Omar Sy, toujours très attaché à son Sénégal natal

L’acteur français d’origine sénégalaise Oumar Sy, qui était, vendredi, à l’Institut français de Dakar pour la projection du film « intouchable » a une fois de plus déclarer son amour pour son Sénégal natal. Il s’est dit « très sensible » au soutien de son pays d’origine dans sa carrière.

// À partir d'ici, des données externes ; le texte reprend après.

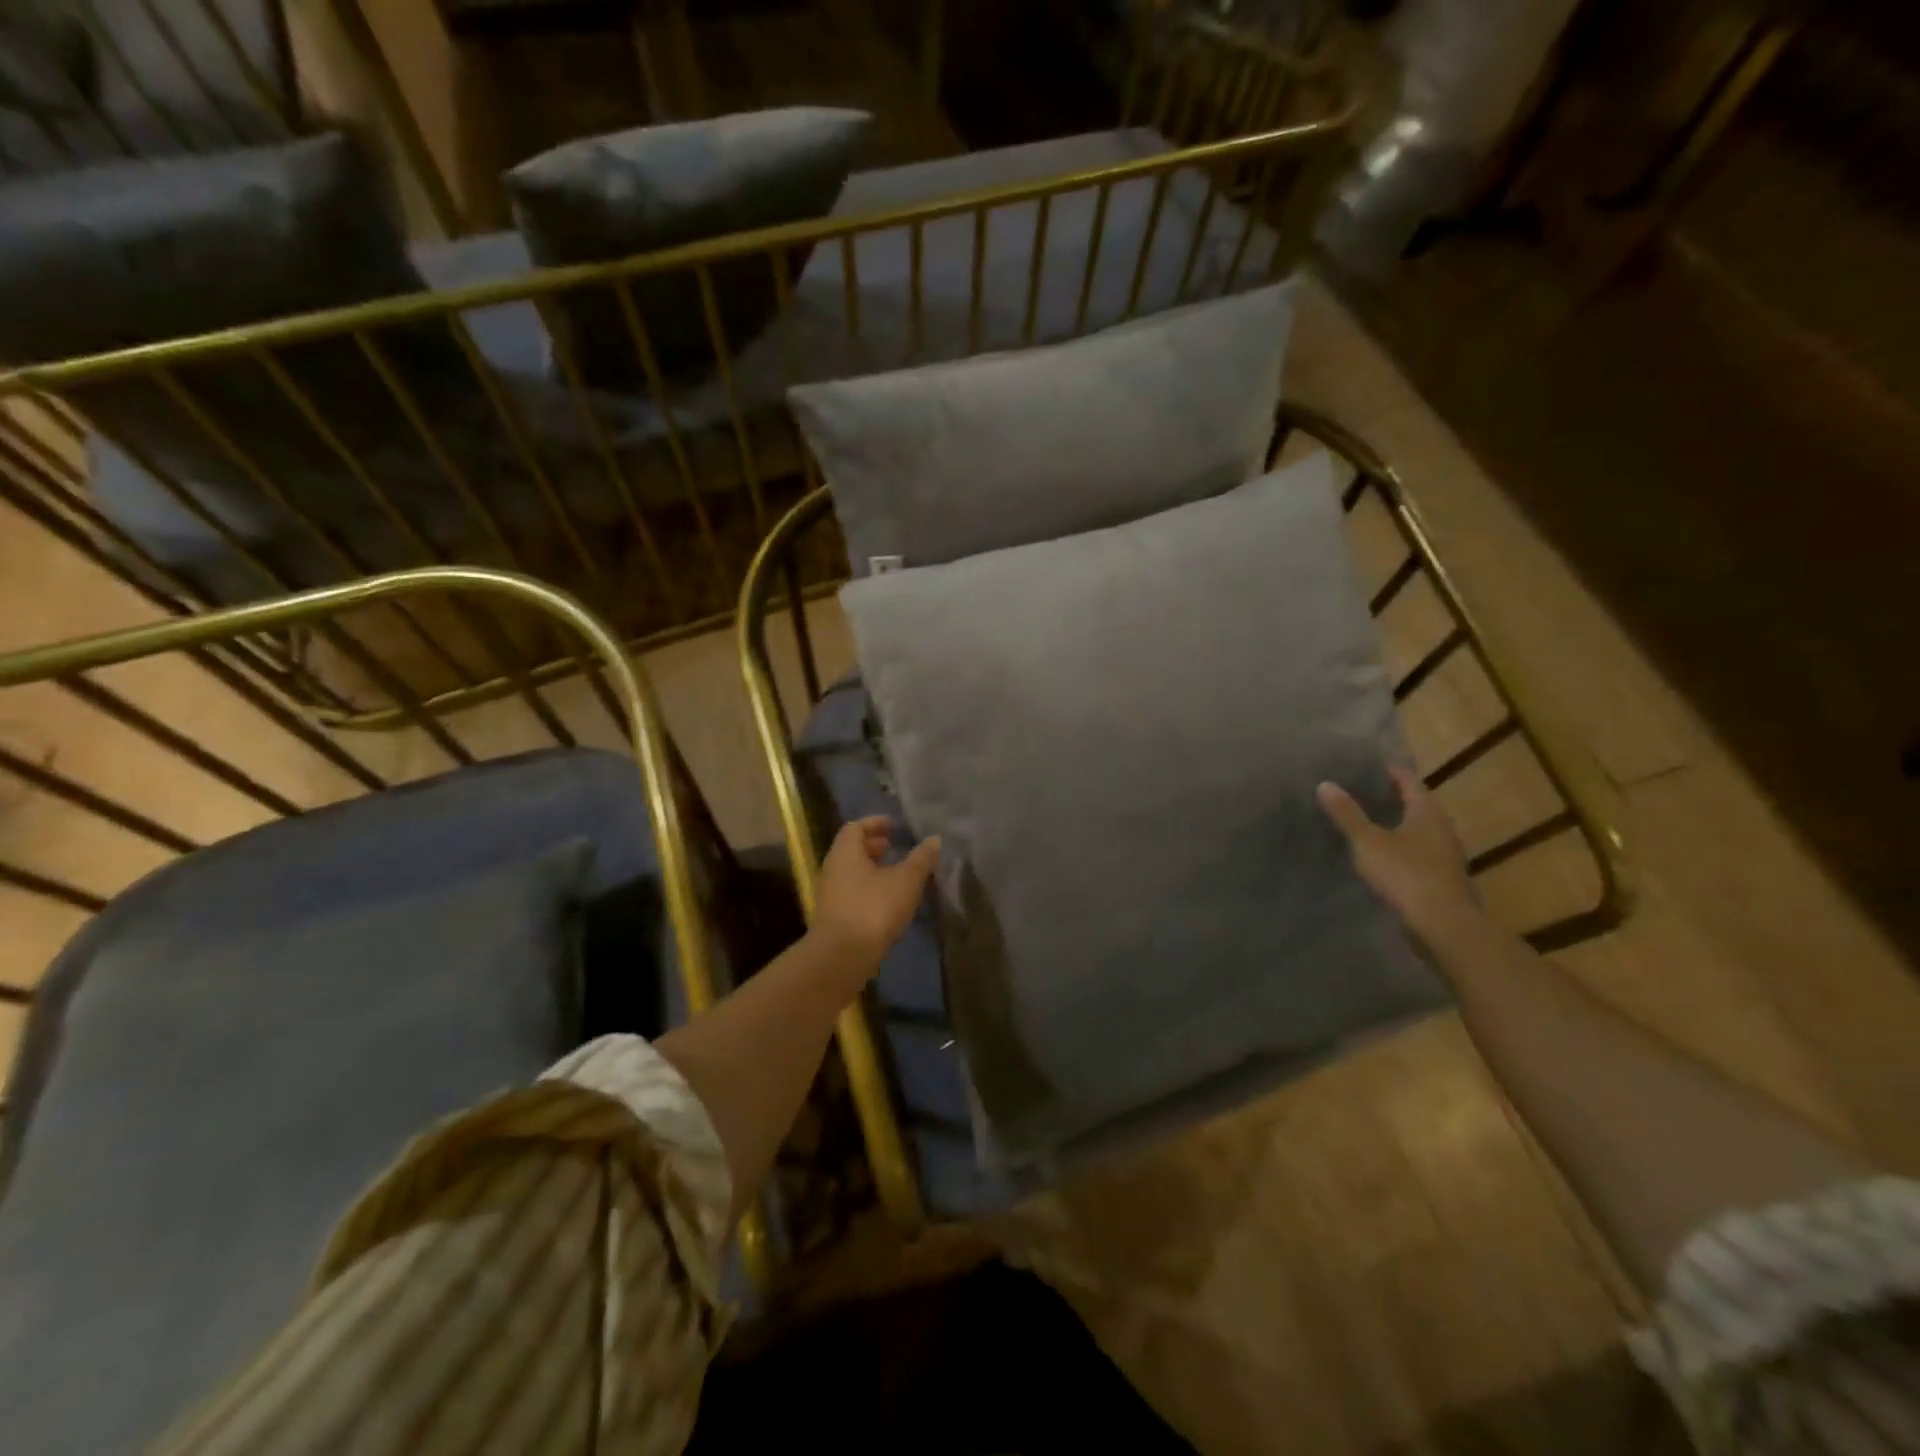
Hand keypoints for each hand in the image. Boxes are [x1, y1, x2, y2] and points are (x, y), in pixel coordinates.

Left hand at [810, 816, 940, 978]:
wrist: (842, 957)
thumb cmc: (874, 908)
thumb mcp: (906, 881)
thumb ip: (921, 859)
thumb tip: (935, 839)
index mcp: (845, 852)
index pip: (855, 827)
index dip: (875, 823)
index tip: (894, 826)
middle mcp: (833, 869)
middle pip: (852, 850)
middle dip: (874, 847)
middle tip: (896, 847)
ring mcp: (831, 895)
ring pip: (852, 873)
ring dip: (873, 870)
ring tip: (899, 875)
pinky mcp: (834, 918)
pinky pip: (853, 893)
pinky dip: (870, 890)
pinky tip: (890, 902)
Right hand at [1317, 767, 1479, 943]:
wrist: (1443, 925)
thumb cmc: (1405, 874)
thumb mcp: (1368, 841)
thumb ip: (1347, 814)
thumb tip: (1325, 784)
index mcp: (1427, 812)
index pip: (1408, 780)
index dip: (1387, 772)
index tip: (1364, 768)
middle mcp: (1441, 828)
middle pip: (1415, 805)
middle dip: (1390, 798)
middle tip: (1358, 793)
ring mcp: (1444, 855)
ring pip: (1417, 831)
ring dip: (1395, 825)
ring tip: (1364, 823)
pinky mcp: (1440, 878)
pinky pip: (1416, 853)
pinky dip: (1399, 848)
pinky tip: (1379, 856)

Omar Sy n’est pas allé par quatre chemin pour témoigner sa reconnaissance à ses « frères et parents Sénégalais » « Je sais que vous me soutenez beaucoup et franchement je suis très sensible à cela, je vous remercie vraiment parce que cela me porte dans certains moments, cela me pousse, me tire et merci pour ça, pour votre soutien, (…) dieureudieuf ci diapalé bi !, merci !(en wolof) », a déclaré l’acteur et humoriste français avant la projection du film.

Il s’est naturellement senti chez lui, en s’adressant à l’assistance en langue locale (wolof), bien que tatonnant. « Je vais essayer avec mon petit wolof, ne vous moquez pas, soyez indulgent. Salamalekoum wa Dakar sama bookheuyi, content na nékeufi (Bonjour les Dakarois, mes parents, je suis content d’être là) ». « Cela fait longtemps que j’ai promis de venir (…) me voilà, je ne suis pas un menteur, je suis là, je suis venu », a-t-il ajouté.

Oumar Sy qui est à Dakar pour le tournage du film  « Yao » du réalisateur français Philippe Godeau, où il joue le rôle principal et aussi coproducteur « Le film est un voyage que j’avais envie de faire, qui m’intéresse, cela fait longtemps que je ne suis pas venu au Sénégal, l’histoire de cet enfant et de cet homme dans le film, leur aventure me touche, de parler du Sénégal, de tourner au Sénégal, c’est une expérience intéressante », a expliqué l’acteur qui travaille plus maintenant à Hollywood aux USA. D’après lui, il y a deux versions, « Yao et Toucouleur », un projet de Godeau qui lui ‘ « tient à cœur », et a réussi à l’embarquer ‘’là-dedans’’.

Pour faire rire l’assistance, l’acteur le plus aimé des Français dit être attiré d’abord par « l’argent » pour jouer dans un film. Mais, selon lui, « cela dépend, ce sont des projets qui me parlent, des histoires qui nous touchent parce qu’on a envie de raconter des histoires, des personnages, c’est difficile à décrire, on lit et on sait tout de suite ». « C’est comme vouloir expliquer à quelqu’un qu’on l’aime, cela ne s’explique pas, cela se vit, l’histoire de ressenti », a-t-il poursuivi.